GIVEN DATA

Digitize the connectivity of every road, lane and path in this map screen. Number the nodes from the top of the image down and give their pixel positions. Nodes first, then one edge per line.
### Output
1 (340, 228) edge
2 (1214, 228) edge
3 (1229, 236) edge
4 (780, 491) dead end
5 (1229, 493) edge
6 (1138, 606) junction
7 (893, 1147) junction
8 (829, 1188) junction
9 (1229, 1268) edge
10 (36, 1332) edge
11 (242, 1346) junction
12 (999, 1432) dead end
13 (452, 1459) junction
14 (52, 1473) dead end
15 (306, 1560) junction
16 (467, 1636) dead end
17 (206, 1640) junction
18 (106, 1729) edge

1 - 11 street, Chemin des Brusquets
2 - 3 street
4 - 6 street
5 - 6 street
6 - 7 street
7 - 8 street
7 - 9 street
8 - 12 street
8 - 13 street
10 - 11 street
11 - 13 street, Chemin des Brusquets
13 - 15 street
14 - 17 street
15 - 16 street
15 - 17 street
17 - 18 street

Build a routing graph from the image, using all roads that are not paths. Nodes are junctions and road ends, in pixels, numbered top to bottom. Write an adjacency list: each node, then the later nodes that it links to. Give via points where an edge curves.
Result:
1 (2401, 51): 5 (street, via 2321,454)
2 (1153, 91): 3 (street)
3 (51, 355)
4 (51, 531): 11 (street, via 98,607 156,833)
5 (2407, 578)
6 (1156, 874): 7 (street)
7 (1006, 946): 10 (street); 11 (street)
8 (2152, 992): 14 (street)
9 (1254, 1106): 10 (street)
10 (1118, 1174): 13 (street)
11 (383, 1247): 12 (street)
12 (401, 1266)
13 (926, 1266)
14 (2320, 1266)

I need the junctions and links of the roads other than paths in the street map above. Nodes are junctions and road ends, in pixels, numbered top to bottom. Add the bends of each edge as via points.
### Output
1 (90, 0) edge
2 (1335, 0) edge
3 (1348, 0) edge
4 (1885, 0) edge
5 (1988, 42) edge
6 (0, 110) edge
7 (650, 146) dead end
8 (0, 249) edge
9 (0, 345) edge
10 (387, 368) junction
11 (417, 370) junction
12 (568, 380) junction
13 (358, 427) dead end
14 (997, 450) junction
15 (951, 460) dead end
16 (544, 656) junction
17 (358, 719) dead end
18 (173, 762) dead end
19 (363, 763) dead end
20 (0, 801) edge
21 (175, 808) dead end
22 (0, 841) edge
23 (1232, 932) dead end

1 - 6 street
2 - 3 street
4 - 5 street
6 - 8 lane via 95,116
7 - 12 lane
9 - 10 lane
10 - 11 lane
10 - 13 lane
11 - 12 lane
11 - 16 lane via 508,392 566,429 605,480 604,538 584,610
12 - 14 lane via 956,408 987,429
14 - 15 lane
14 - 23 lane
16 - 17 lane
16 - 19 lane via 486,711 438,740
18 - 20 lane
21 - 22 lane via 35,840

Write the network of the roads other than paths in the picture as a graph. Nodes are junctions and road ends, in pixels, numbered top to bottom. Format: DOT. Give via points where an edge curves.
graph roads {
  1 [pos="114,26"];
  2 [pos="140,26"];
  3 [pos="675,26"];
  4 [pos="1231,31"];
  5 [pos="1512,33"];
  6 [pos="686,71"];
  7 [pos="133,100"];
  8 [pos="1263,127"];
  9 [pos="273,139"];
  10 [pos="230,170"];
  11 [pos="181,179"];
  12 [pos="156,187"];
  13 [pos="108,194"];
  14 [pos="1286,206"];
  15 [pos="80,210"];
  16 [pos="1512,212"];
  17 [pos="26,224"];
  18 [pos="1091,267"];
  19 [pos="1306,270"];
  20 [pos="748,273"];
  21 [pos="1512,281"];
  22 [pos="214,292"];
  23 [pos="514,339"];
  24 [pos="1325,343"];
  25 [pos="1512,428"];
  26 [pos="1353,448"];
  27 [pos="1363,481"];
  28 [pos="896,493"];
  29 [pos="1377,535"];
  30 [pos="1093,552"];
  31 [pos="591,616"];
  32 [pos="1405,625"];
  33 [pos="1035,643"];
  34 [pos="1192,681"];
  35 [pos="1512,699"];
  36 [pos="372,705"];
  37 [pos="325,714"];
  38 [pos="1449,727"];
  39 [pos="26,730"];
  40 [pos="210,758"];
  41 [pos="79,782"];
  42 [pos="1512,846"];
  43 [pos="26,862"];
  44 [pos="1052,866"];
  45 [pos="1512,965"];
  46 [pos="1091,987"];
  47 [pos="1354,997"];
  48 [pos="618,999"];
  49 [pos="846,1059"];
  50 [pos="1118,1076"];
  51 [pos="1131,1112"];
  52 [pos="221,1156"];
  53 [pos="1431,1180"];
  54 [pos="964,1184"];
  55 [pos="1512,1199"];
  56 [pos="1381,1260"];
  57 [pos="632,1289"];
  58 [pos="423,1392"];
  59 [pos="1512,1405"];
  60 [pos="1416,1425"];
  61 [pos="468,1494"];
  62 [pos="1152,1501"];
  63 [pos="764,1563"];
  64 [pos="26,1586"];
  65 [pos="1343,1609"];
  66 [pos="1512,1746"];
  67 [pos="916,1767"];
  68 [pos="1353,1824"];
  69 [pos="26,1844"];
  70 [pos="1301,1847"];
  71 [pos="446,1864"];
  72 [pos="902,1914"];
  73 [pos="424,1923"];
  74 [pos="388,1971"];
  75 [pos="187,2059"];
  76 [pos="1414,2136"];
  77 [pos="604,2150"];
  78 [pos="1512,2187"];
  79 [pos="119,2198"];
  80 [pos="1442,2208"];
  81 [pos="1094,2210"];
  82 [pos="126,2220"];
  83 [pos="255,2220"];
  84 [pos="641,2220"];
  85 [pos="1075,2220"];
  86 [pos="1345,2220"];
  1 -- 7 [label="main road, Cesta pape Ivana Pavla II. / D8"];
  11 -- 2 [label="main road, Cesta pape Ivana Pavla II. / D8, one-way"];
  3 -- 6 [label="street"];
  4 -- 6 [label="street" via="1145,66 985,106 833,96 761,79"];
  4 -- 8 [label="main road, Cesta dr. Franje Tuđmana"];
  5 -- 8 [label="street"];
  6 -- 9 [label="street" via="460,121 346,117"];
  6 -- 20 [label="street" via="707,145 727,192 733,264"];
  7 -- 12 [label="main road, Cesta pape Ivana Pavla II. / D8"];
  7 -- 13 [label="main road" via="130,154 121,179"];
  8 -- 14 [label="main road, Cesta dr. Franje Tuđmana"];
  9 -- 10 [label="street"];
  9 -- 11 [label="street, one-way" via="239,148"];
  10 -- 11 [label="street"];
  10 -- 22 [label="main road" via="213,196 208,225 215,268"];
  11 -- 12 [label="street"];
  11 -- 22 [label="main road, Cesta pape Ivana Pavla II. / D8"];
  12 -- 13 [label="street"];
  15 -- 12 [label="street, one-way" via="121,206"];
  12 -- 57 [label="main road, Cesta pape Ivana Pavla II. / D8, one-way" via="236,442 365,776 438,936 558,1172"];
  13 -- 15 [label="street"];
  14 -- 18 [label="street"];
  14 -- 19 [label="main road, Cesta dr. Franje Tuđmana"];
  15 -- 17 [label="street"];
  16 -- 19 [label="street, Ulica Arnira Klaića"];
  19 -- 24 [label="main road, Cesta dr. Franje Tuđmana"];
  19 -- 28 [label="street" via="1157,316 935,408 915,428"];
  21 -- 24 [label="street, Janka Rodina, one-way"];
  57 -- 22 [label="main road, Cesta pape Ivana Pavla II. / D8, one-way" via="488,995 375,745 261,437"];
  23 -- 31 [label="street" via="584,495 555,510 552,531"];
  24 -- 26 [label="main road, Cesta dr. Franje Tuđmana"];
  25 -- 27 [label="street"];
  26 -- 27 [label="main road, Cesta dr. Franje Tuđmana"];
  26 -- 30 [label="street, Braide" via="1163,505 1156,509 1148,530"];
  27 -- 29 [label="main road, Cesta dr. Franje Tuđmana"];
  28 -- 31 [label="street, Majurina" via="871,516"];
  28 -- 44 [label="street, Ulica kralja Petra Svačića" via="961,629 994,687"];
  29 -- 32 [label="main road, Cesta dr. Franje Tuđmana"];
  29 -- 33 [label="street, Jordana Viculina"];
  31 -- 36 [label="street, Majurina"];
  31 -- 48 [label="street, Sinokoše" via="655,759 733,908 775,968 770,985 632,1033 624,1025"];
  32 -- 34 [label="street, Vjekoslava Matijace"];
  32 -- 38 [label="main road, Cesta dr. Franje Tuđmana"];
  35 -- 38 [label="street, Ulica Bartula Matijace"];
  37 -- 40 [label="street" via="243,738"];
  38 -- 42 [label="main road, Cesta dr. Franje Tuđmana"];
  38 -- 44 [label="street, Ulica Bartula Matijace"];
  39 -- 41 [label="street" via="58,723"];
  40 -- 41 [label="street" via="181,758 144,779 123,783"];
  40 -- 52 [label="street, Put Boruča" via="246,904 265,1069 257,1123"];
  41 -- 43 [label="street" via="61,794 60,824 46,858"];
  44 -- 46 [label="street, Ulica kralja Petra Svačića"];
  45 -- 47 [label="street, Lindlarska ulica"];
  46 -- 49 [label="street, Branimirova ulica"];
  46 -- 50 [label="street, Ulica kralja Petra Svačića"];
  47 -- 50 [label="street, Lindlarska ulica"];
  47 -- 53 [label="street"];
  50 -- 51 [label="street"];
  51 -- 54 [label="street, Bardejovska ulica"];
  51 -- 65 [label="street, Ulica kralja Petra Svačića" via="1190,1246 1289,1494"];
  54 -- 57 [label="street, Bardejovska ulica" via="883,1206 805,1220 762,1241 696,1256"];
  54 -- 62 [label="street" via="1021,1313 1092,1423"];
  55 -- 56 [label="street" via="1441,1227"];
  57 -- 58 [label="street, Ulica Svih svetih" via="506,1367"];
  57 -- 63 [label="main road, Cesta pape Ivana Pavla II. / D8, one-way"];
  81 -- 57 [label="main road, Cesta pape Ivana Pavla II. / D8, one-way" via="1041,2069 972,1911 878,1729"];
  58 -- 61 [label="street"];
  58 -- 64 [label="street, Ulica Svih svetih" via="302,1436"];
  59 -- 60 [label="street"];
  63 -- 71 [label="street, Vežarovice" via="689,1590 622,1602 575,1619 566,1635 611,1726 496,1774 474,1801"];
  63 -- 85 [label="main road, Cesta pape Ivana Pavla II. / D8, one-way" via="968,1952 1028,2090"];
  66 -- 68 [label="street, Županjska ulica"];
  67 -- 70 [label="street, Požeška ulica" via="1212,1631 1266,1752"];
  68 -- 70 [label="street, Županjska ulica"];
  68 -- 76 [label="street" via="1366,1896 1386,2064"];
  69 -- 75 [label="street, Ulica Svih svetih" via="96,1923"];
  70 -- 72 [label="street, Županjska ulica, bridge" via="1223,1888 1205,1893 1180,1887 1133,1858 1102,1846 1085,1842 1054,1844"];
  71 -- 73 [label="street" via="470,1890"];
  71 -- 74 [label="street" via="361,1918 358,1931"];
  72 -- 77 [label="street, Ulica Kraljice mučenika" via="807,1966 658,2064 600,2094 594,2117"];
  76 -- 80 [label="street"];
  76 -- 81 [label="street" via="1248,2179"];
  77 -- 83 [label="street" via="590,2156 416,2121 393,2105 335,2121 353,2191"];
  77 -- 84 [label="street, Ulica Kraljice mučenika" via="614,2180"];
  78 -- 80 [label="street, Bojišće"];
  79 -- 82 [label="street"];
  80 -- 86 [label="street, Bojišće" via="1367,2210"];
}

TASK REQUIREMENTS
From the listing above, copy all lines holding the word "pixels".

SOLUTION
Build a routing graph from the image, using all roads that are not paths. Nodes are junctions and road ends, in pixels, numbered top to bottom. Write an adjacency list: each node, then the later nodes that it links to. Give via points where an edge curves.
I need the junctions and links of the roads other than paths in the street map above. Nodes are junctions and road ends, in pixels, numbered top to bottom. Add the bends of each edge as via points.
Write the network of the roads other than paths in the picture as a graph. Nodes are junctions and road ends, in pixels, numbered top to bottom. Format: DOT. Give via points where an edge curves.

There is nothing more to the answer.